--- Data for processing Enclosed Below ---
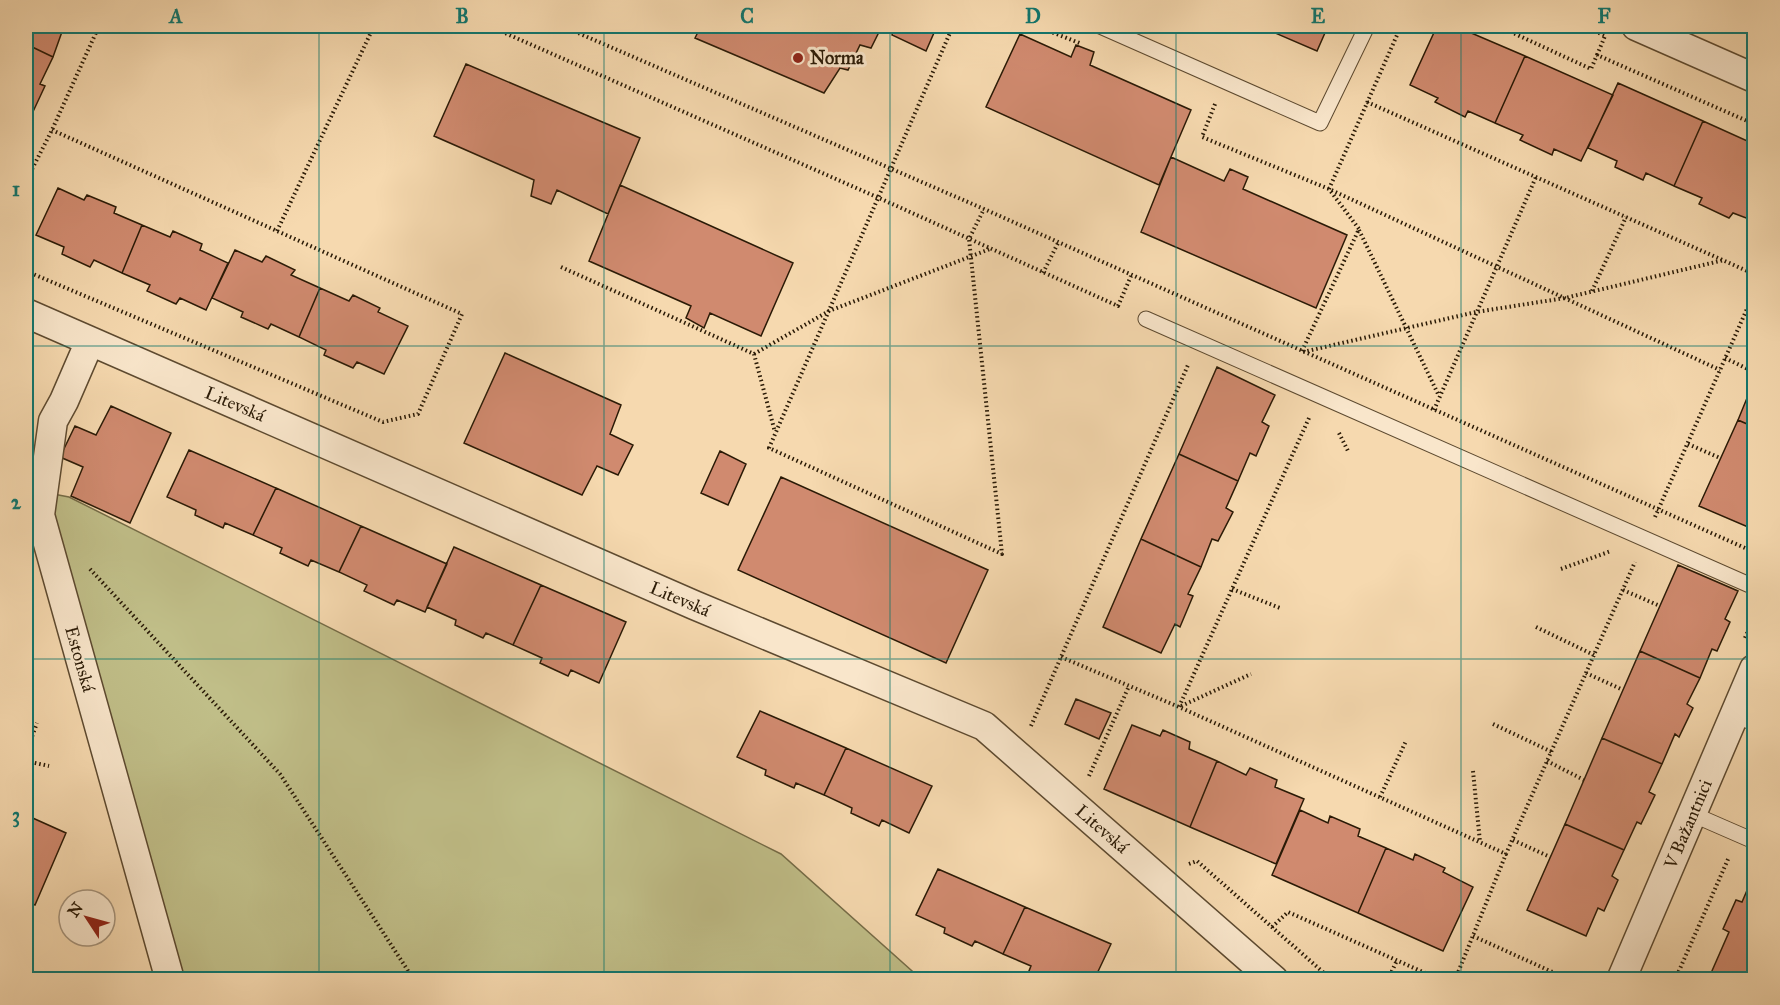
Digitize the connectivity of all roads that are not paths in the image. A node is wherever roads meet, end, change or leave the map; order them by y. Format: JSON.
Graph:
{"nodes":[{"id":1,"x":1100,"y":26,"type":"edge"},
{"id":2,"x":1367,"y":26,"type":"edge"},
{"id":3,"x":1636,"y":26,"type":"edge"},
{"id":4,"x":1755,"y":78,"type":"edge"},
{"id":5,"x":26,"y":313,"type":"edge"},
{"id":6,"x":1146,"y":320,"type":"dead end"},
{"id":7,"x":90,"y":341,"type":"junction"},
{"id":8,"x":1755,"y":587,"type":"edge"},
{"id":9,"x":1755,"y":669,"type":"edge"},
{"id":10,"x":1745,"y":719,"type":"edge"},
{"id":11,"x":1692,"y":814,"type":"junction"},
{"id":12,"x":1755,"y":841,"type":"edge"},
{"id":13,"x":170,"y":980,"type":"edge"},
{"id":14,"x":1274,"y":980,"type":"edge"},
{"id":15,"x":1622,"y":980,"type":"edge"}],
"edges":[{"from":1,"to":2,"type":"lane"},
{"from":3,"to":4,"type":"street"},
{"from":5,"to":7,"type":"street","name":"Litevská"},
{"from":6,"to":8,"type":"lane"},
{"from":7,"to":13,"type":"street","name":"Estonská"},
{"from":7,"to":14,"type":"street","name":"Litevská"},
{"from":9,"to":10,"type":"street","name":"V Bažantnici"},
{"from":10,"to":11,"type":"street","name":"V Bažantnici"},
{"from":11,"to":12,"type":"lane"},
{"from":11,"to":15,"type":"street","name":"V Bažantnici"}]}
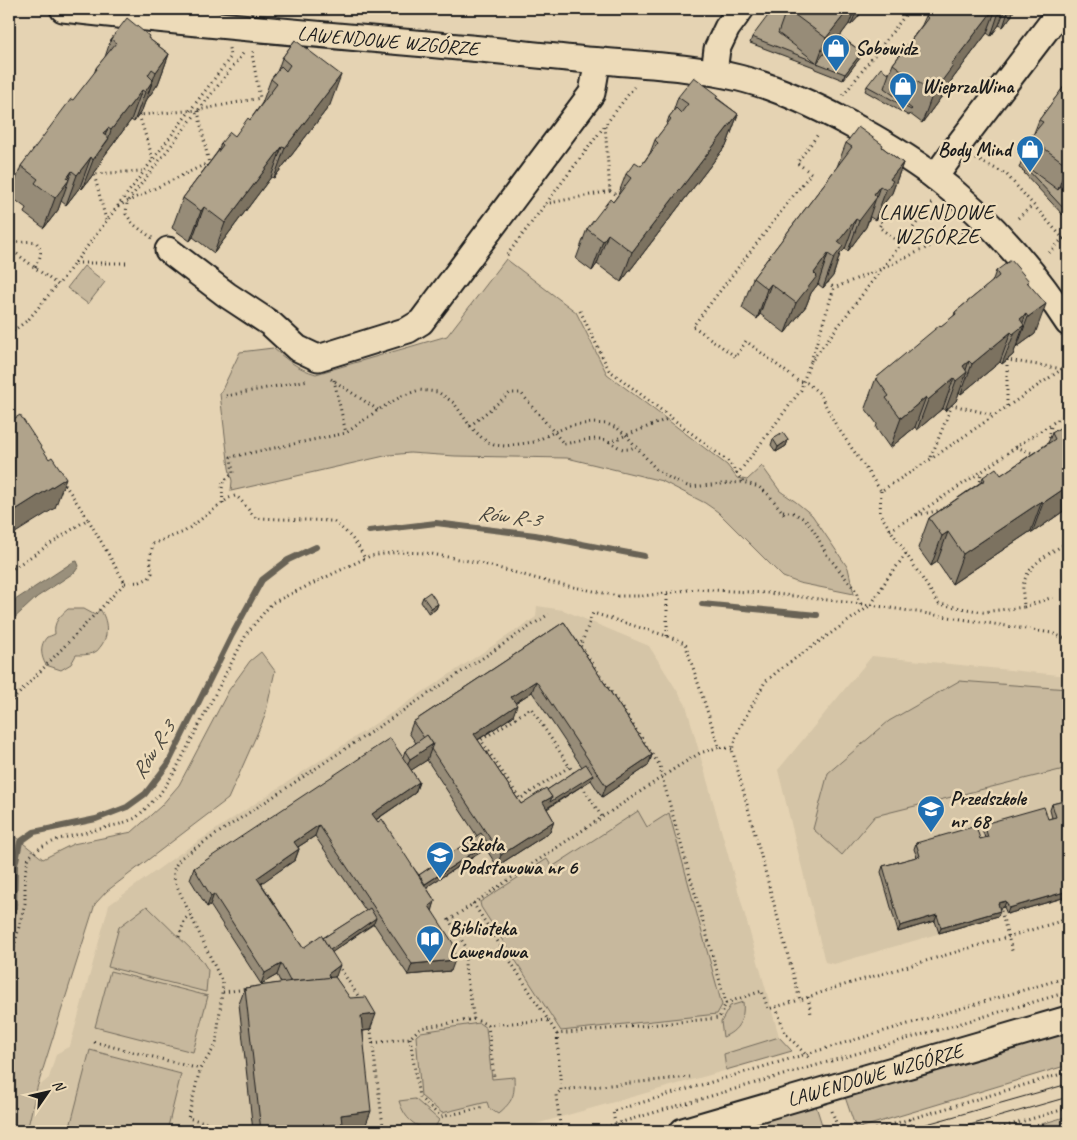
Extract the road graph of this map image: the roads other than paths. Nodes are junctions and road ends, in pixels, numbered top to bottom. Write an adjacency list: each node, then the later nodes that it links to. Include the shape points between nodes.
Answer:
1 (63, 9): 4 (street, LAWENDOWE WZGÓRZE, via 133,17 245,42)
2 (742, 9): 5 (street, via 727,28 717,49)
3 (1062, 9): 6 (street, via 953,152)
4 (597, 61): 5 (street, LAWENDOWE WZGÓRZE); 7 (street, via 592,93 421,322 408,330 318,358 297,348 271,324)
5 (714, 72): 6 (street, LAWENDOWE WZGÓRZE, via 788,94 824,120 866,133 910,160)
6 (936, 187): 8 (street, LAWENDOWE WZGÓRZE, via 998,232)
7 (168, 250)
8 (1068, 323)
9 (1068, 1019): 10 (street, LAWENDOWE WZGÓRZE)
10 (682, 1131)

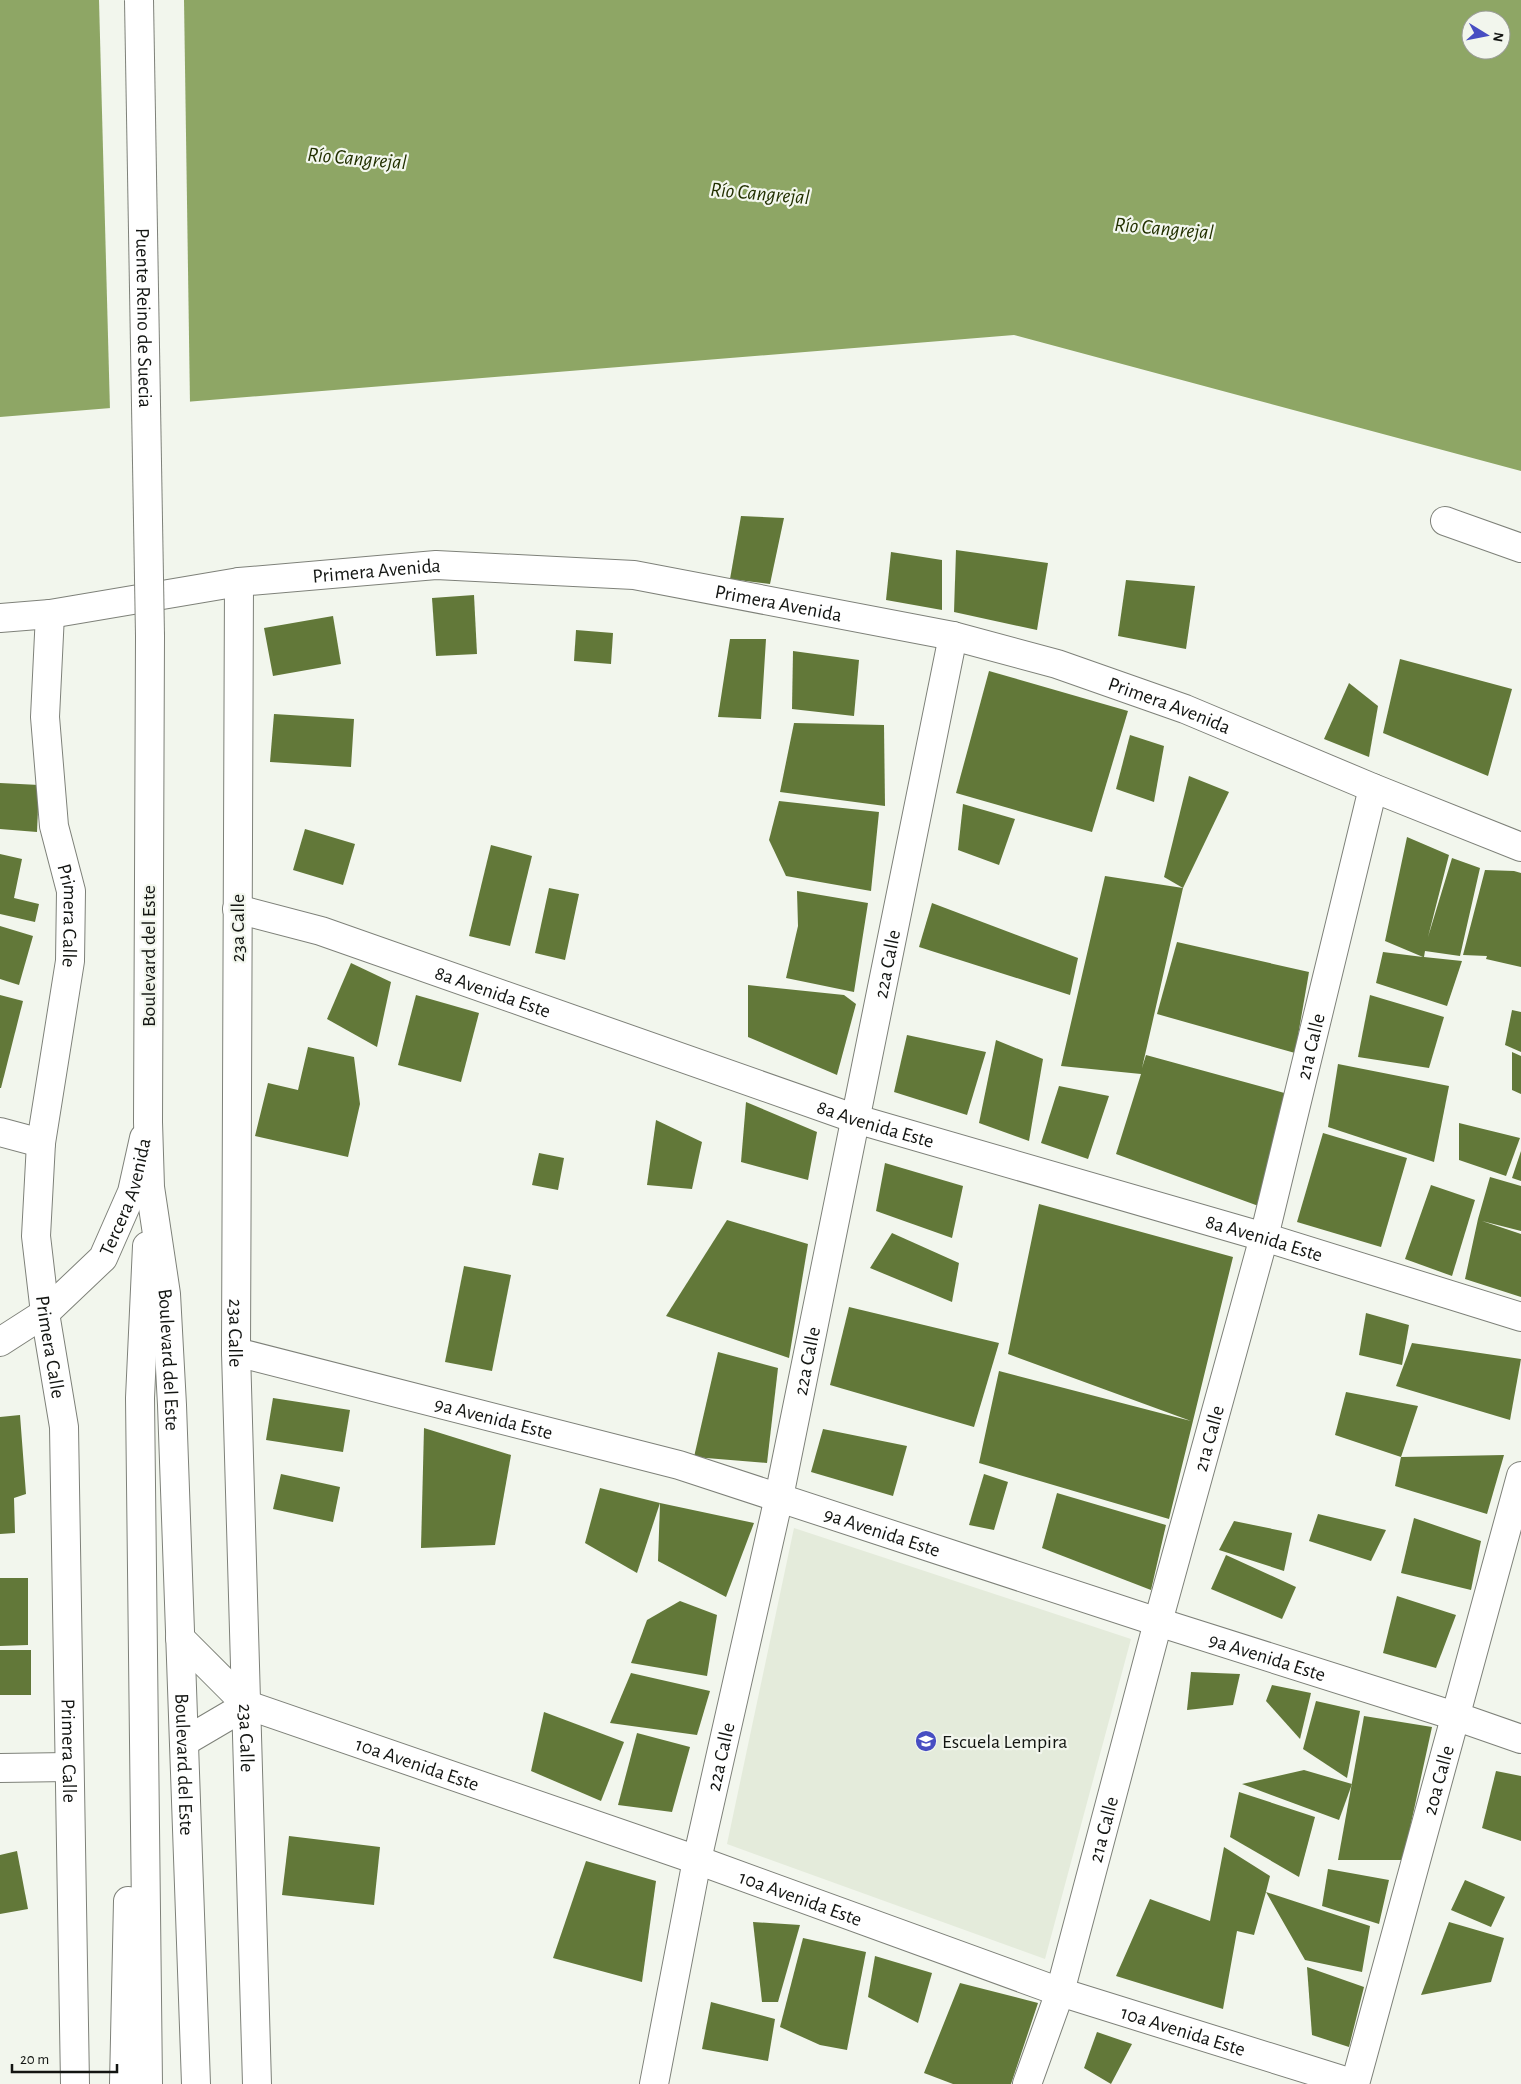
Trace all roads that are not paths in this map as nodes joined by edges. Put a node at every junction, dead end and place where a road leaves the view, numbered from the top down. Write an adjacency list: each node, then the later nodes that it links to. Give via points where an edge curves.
--- End of Enclosed Data for processing ---
# Work to complete
Using the material above, return every line that holds the string "image".

# Response area
Digitize the connectivity of all roads that are not paths in the image. A node is wherever roads meet, end, change or leave the map; order them by y. Format: JSON.
Extract the road graph of this map image: the roads other than paths. Nodes are junctions and road ends, in pixels, numbered top to bottom. Write an adjacency list: each node, then the later nodes that it links to. Include the shape points between nodes.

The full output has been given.